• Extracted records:
------------------------------
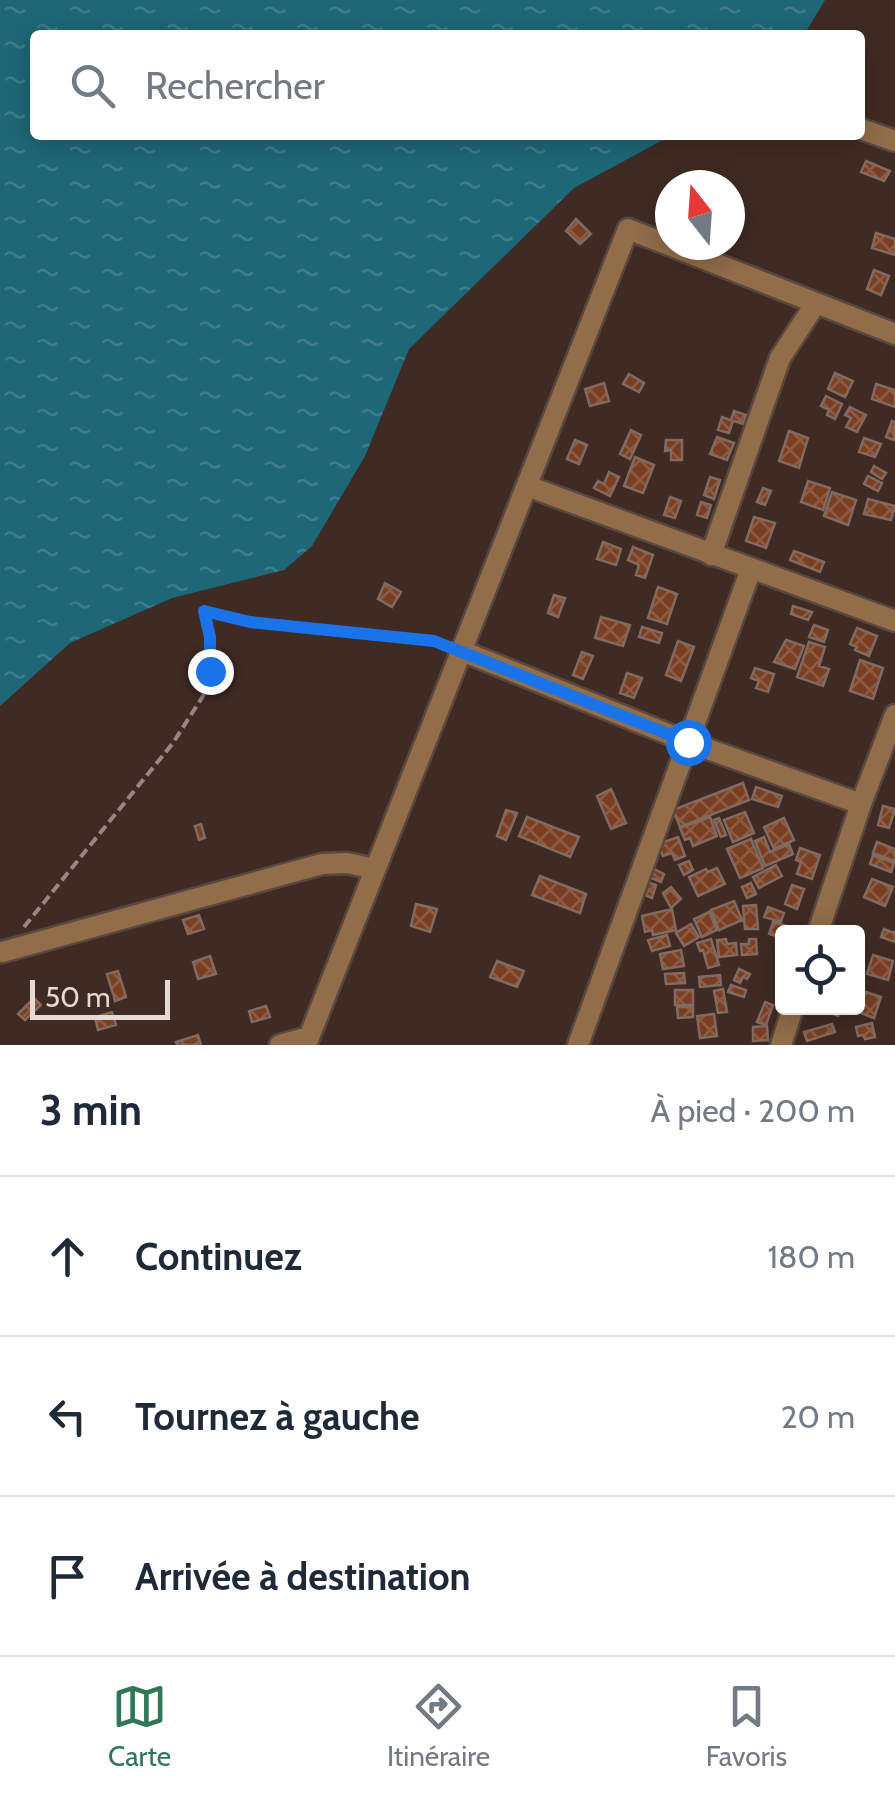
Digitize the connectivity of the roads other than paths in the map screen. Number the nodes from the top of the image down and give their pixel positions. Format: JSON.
{"nodes":[{"id":1,"x":865,"y":130,"type":"edge"},
{"id":2,"x":895,"y":141,"type":"edge"},
{"id":3,"x":816,"y":303,"type":"junction"},
{"id":4,"x":895,"y":334,"type":"edge"},
{"id":5,"x":528,"y":486,"type":"junction"},
{"id":6,"x":711,"y":555,"type":"junction"},
{"id":7,"x":751,"y":568,"type":"junction"},
{"id":8,"x":895,"y":621,"type":"edge"},
{"id":9,"x":462,"y":651,"type":"junction"},
{"id":10,"x":895,"y":715,"type":"edge"},
{"id":11,"x":688,"y":742,"type":"junction"},
{"id":12,"x":861,"y":804,"type":"junction"},
{"id":13,"x":376,"y":869,"type":"junction"},
{"id":14,"x":820,"y":925,"type":"edge"},
{"id":15,"x":2,"y":952,"type":"road end"},
{"id":16,"x":791,"y":1015,"type":"edge"},
{"id":17,"x":307,"y":1041,"type":"edge"},
{"id":18,"x":280,"y":1045,"type":"edge"},
{"id":19,"x":578,"y":1045,"type":"edge"},
{"id":20,"x":781,"y":1045,"type":"edge"}],
"edges":[{"from":1,"to":2,"type":"street"},
{"from":3,"to":4,"type":"street"},
{"from":3,"to":5,"type":"street"},
{"from":3,"to":6,"type":"street"},
{"from":5,"to":6,"type":"street"},
{"from":5,"to":9,"type":"street"},
{"from":6,"to":7,"type":"street"},
{"from":7,"to":8,"type":"street"},
{"from":7,"to":11,"type":"street"},
{"from":9,"to":11,"type":"street"},
{"from":9,"to":13,"type":"street"},
{"from":10,"to":12,"type":"street"},
{"from":11,"to":12,"type":"street"},
{"from":11,"to":19,"type":"street"},
{"from":12,"to":14,"type":"street"},
{"from":13,"to":15,"type":"street"},
{"from":13,"to":17,"type":"street"},
{"from":16,"to":20,"type":"street"},
{"from":17,"to":18,"type":"street"}]}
------------------------------
• Task:
Omit the pictures. Repeat the rest of the data exactly.

• Your solution:
Digitize the connectivity of the roads other than paths in the map screen. Number the nodes from the top of the image down and give their pixel positions. Format: JSON.
{"nodes":[{"id":1,"x":865,"y":130,"type":"edge"},
{"id":2,"x":895,"y":141,"type":"edge"},
{"id":3,"x":816,"y":303,"type":"junction"},
{"id":4,"x":895,"y":334,"type":"edge"},
{"id":5,"x":528,"y":486,"type":"junction"},
{"id":6,"x":711,"y":555,"type":"junction"},
{"id":7,"x":751,"y":568,"type":"junction"},
{"id":8,"x":895,"y":621,"type":"edge"},
{"id":9,"x":462,"y":651,"type":"junction"},
{"id":10,"x":895,"y":715,"type":"edge"},
{"id":11,"x":688,"y":742,"type":"junction"},
{"id":12,"x":861,"y":804,"type":"junction"},
{"id":13,"x":376,"y":869,"type":"junction"},
{"id":14,"x":820,"y":925,"type":"edge"},
{"id":15,"x":2,"y":952,"type":"road end"},
{"id":16,"x":791,"y":1015,"type":"edge"},
{"id":17,"x":307,"y":1041,"type":"edge"},
{"id":18,"x":280,"y":1045,"type":"edge"},
{"id":19,"x":578,"y":1045,"type":"edge"},
{"id":20,"x":781,"y":1045,"type":"edge"}],
"edges":[{"from":1,"to":2,"type":"street"},
{"from":3,"to":4,"type":"street"},
{"from":3,"to":5,"type":"street"},
{"from":3,"to":6,"type":"street"},
{"from":5,"to":6,"type":"street"},
{"from":5,"to":9,"type":"street"},
{"from":6,"to":7,"type":"street"},
{"from":7,"to":8,"type":"street"},
{"from":7,"to":11,"type":"street"},
{"from":9,"to":11,"type":"street"},
{"from":9,"to":13,"type":"street"},
{"from":10,"to":12,"type":"street"},
{"from":11,"to":12,"type":"street"},
{"from":11,"to":19,"type":"street"},
{"from":12,"to":14,"type":"street"},
{"from":13,"to":15,"type":"street"},
{"from":13,"to":17,"type":"street"},
{"from":16,"to":20,"type":"street"},
{"from":17,"to":18,"type":"street"}]}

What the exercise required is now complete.